Botch A Drug Raid? No Problem, Just Seal The Warrant, Citizen Complaint And Gag Order Itself

by Tim Cushing
Techdirt
Apr. 03, 2014

Anyone can make a mistake. The best solution is to acknowledge it, make amends if needed, and move forward, striving to learn from the experience. Far too many entities opt instead for bluster, obfuscation and intimidation, rather than deal with the consequences of their screwup. This is especially true for law enforcement agencies, who often use everything in their power to avoid having to admit anything went wrong, much less take responsibility for it.

Here's what went wrong recently, to the detriment of a person who happened to be at the wrong place at the wrong time: his own house.
A Benedict Avenue resident contends Huron County deputies forced their way into his home Tuesday without a search warrant.

John Collins, who lives in one unit of a triplex home at 114 Benedict Ave., contends deputies got the wrong address when they executed the search warrant. The warrant was for the unit next to his, he said.

The deputies handcuffed him and left him lying on the floor in his unit for 20 minutes after they realized the mistake, Collins said.
Bad enough, but it gets worse.
They tore through his home, he said, after cuffing him and forcing him to the floor facedown. “They searched my whole house, pulled stuff out my closet, broke a couple knick knacks” he said.

One deputy also stepped on his tablet, shattering its screen. Another broke a ceramic decoration that once belonged to his now-deceased son, Collins said...

Two deputies must have realized the mistake, Collins said, because they recognized him from their school days and had to have known he was not the man identified in the search warrant. The deputies went next door, he said. They made contact with the residents there — who were later arrested for drug trafficking.

But six or so other deputies continued searching Collins’ home.
How did the offending deputies rectify the situation after they realized they had both the wrong home and the wrong person? They uncuffed him and left, as if all of the above had never happened.

Collins filed a complaint against the Huron County Sheriff's Department and asked for a copy of the search warrant. This is when the department went on full lockdown with some help from the local judiciary.
Huron County Common Pleas Court Judge Timothy Cardwell issued a secret gag order March 21 to seal the search warrant. The gag order is also secret, Cardwell’s court clerk said after the Register asked for a copy of the order.
Even Collins' complaint itself is now under seal, and the Sheriff's Department is circling the wagons, digging a moat around the circle and filling that moat with blustery statements and unanswered phones.

First, the department flatout denied it had done anything wrong, calling Collins' story a "rumor" that was "highly inaccurate." And, who knows, maybe that would still be up for debate (citizen v. cop and all that), but then the department went and had the complaint sealed. And the warrant. And the gag order itself. It also issued a contradictory statement a few days later.
"We finished a search warrant at 114-1/2 Benedict Ave," he said Thursday. "Our next move then was to check on an individual who may have a warrant in close proximity."
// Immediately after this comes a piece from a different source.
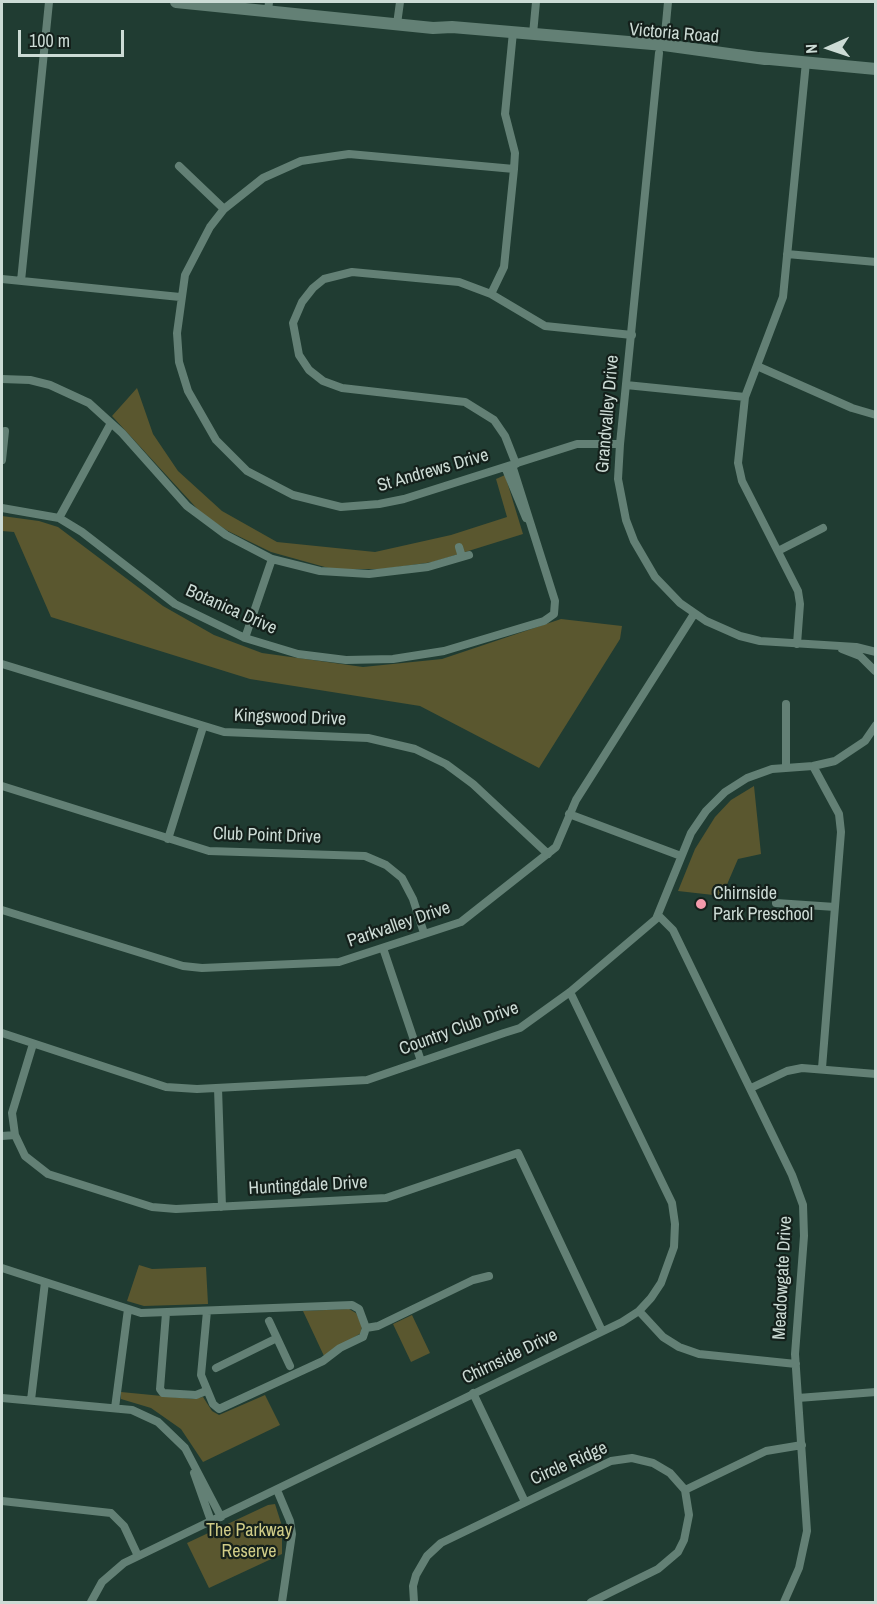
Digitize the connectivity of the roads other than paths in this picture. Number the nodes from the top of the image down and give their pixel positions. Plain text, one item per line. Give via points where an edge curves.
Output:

Patrick said deputies "became aware of warrants for an individual in close proximity, which was next door."
Now, the story has changed. According to this narrative, the department supposedly had a warrant for Collins' address but then decided to pursue a different warrant after tossing the first house for twenty minutes while its resident lay face down on the floor, handcuffed. Warrant news must travel really slowly in Huron County, though. The warrant that deputies "became aware of" during their search of the wrong address was issued in 2012.

From that point on, the department (wisely, or at least as close to "wise" as any of this gets) decided to cut the lines of communication, as Matt Westerhold of the Sandusky Register notes in his description of the department's "Plan B."
As Sheriff's Howard's spokesman, make yourself as unavailable and be unfriendly as possible to any reporter who has questions about the inconsistent story you're trying to make sure the public hears.
Still, the department (via Capt. Ted Patrick) continues to insist that it did nothing wrong. But it's completely unwilling to provide any evidence to back that assertion up. Instead, it expects to just push its way through the mess it's created without ever having to explain exactly what went on that night, all with the implicit blessing of a local judge.